Karşı dağlar ardında, düşman elinde kalan

bir başka horoz vardır :

baltaibik, sütbeyaz bir Denizli horozu.

Düşmanlar herhal onu çoktan kesip

çorbasını yapmışlardır...

Saat beşe on var.

Kırk dakka sonra şafak

sökecek.

Tınaztepe'ye karşı Kömürtepe güneyinde,

On beşinci Piyade Fırkası'ndan iki ihtiyat zabiti

ve onların genci, uzunu,

Darülmuallimin mezunu

Nurettin Eşfak,

mavzer tabancasının emniyetiyle oynıyarak

konuşuyor :

-Bizim İstiklâl Marşı'nda aksıyan bir taraf var,

bilmem ki, nasıl anlatsam,

Âkif, inanmış adam,

fakat onun, ben,

inandıklarının hepsine inanmıyorum.

Meselâ, bakın :

«Gelecektir sana vaadettiği günler Hakkın.»

Hayır,

gelecek günler için

gökten âyet inmedi bize.

Onu biz, kendimiz

vaadettik kendimize.

Bir şarkı istiyorum

zaferden sonrasına dair.

«Kim bilir belki yarın...»

Saat beşe beş var.

Dağlar aydınlanıyor.

Bir yerlerde bir şeyler yanıyor.

Gün ağardı ağaracak.

Kokusu tütmeğe başladı :

Anadolu toprağı uyanıyor.

Ve bu anda, kalbi bir şahan gibi göklere salıp

ve pırıltılar görüp

ve çok uzak

çok uzak bir yerlere çağıran sesler duyarak

bir müthiş ve mukaddes mâcereda,

ön safta, en ön sırada,

şahlanıp ölesi geliyordu insanın.

Topçu evvel mülâzımı Hasan'ın

yaşı yirmi birdi.

Kumral başını gökyüzüne çevirdi,

kalktı ayağa.

Baktı, yıldızları ağaran muazzam karanlığa.
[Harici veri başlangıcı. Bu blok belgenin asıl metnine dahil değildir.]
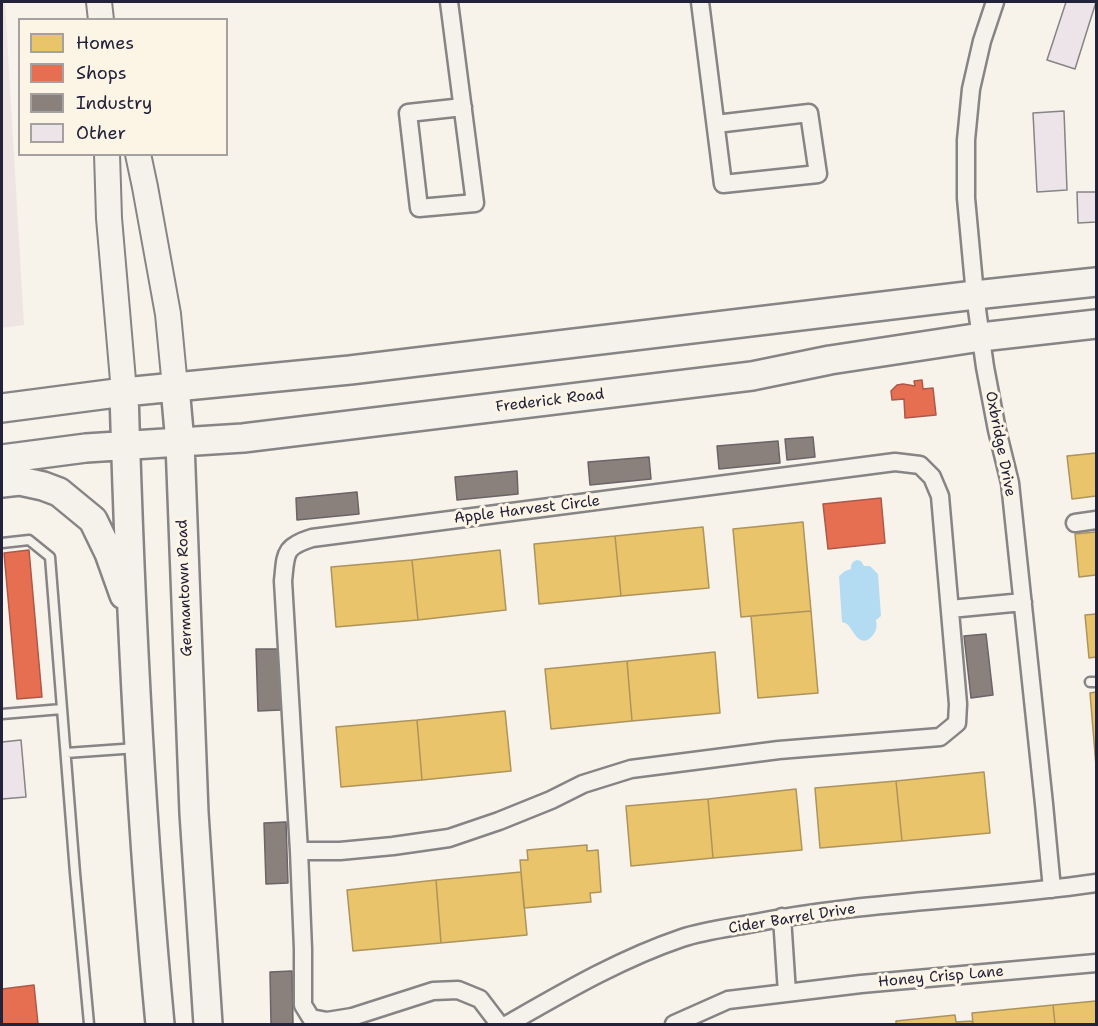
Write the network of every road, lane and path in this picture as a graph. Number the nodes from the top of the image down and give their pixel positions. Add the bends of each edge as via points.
1 (99, 2) edge
2 (449, 2) edge
3 (700, 2) edge
4 (995, 2) edge
5 (101, 18) edge
6 (462, 107) junction
7 (716, 124) junction
8 (107, 156) edge
9 (138, 156) edge
10 (1096, 282) edge
11 (975, 295) junction
12 (1096, 324) edge
13 (981, 337) junction
14 (175, 387) junction
15 (124, 392) junction
16 (2, 408) edge
17 (180, 443) junction
18 (125, 446) junction
19 (2, 459) edge
20 (2, 483) edge
21 (1096, 520) edge
22 (1075, 522) dead end
23 (2, 543) edge
24 (1023, 602) junction
25 (950, 609) junction
26 (133, 621) junction
27 (62, 709) junction
28 (2, 714) edge
29 (139, 748) junction
30 (66, 753) junction
31 (299, 851) junction
32 (1096, 883) edge
33 (1052, 889) junction
34 (782, 917) junction
35 (1096, 963) edge
36 (787, 993) junction
37 (89, 1024) edge
38 (160, 1024) edge
39 (208, 1024) edge
40 (499, 1024) edge
41 (508, 1024) edge
42 (674, 1024) edge

1 - 5 street
2 - 6 street
3 - 7 street
4 - 11 street, Oxbridge Drive via 971,89 966,140 966,198
6 - 6 street via 475,203 419,208 408,113
7 - 7 street via 723,184 818,174 809,113
8 - 15 street
9 - 14 street, Germantown Road via 168,314
10 - 11 main road
11 - 13 street, Oxbridge Drive
11 - 14 main road via 350,370
12 - 13 main road, Frederick Road
13 - 17 main road, Frederick Road via 752,376
13 - 24 street, Oxbridge Drive via 1010,483
14 - 15 main road
14 - 17 main road, Germantown Road
15 - 16 main road
15 - 18 main road
17 - 18 main road, Frederick Road
17 - 39 main road, Germantown Road via 194,813
18 - 19 main road, Frederick Road
18 - 26 main road
20 - 26 main road via 20,481 59,492 93,520
21 - 22 street
23 - 27 lane via 29,540 50,557
24 - 25 street
24 - 33 street, Oxbridge Drive
25 - 31 street, Apple Harvest Circle via 957,723 940,737 779,750 631,769 449,838 340,851
25 - 31 street, Apple Harvest Circle via 936,486 920,465 895,462 297,542 285,555 283,581
26 - 29 main road
27 - 28 lane
27 - 30 lane
29 - 30 lane
29 - 38 main road
30 - 37 lane
31 - 40 street, Apple Harvest Circle via 303,1005 311,1018 327,1021 352,1017 433,991 458,990 480,999
32 - 33 street, Cider Barrel Drive
33 - 34 street, Cider Barrel Drive
34 - 36 street
34 - 41 street, Cider Barrel Drive via 684,937 608,968
35 - 36 street, Honey Crisp Lane
36 - 42 street, Honey Crisp Lane via 728,1000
Şimdi bir hamlede o kadar büyük,

öyle şöhretli işler yapmak istiyordu ki

bütün ömrünü ve hâtırasını

ve yedi buçukluk bataryasını

ağlanacak kadar küçük buluyordu.

Yüzbaşı sordu :

- Saat kaç?

- Beş.

- Yarım saat sonra demek...

98956 tüfek

ve şoför Ahmet'in üç numrolu kamyonetinden

yedi buçukluk şnayderlere, on beşlik obüslere kadar,

bütün âletleriyle

ve vatan uğrunda,

yani, toprak ve hürriyet için ölebilmek kabiliyetleriyle

Birinci ve İkinci ordular

baskına hazırdılar.

Alaca karanlıkta, bir çınar dibinde,

beygirinin yanında duran

sarkık, siyah bıyıklı süvari

kısa çizmeleriyle atladı atına.

Nurettin Eşfak

baktı saatına :

- Beş otuz...

Ve başladı topçu ateşiyle

ve fecirle birlikte büyük taarruz...

Sonra.

Sonra, düşmanın müstahkem cepheleri düştü.

Bunlar :

Karahisar güneyinde 50

ve doğusunda 20-30 kilometredeydiler.

Sonra.

Sonra, düşman ordusu kuvâyi külliyesini ihâta ettik

Aslıhanlar civarında

30 Ağustosa kadar.

Sonra.

Sonra, 30 Ağustosta düşman kuvâyı külliyesi imha ve esir olundu.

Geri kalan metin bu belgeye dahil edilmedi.